Start of Block

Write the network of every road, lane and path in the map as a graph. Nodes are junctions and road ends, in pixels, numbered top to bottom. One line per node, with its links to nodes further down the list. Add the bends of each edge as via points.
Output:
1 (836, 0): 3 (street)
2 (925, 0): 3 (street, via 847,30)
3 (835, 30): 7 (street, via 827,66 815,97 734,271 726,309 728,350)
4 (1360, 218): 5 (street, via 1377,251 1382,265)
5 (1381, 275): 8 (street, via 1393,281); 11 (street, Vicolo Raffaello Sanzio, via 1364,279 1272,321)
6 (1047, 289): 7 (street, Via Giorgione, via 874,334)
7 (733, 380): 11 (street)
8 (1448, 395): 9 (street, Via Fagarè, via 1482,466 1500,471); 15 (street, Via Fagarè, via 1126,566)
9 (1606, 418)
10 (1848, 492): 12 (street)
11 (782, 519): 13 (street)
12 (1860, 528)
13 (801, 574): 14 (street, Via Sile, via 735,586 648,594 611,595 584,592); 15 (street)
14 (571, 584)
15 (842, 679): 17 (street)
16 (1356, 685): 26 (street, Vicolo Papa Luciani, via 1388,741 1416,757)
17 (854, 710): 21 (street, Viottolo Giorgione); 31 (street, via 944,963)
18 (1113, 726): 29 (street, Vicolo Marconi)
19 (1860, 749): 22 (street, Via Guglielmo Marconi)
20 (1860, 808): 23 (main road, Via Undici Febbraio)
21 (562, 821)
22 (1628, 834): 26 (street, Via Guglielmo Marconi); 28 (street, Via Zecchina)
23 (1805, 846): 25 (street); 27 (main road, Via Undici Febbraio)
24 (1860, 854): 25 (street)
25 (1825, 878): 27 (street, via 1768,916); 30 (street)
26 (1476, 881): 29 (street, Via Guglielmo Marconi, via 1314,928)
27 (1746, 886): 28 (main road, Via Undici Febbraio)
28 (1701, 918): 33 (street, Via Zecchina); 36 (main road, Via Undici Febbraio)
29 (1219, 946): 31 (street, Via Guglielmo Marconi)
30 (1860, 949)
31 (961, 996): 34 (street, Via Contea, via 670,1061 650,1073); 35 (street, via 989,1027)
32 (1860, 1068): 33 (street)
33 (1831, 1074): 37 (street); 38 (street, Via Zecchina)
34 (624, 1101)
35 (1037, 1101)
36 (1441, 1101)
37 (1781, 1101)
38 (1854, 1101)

End of Block

Task instructions: Every line of the entries above that holds "Zecchina" should be copied out.

Your response:
22 (1628, 834): 26 (street, Via Guglielmo Marconi); 28 (street, Via Zecchina)
28 (1701, 918): 33 (street, Via Zecchina); 36 (main road, Via Undici Febbraio)
33 (1831, 1074): 37 (street); 38 (street, Via Zecchina)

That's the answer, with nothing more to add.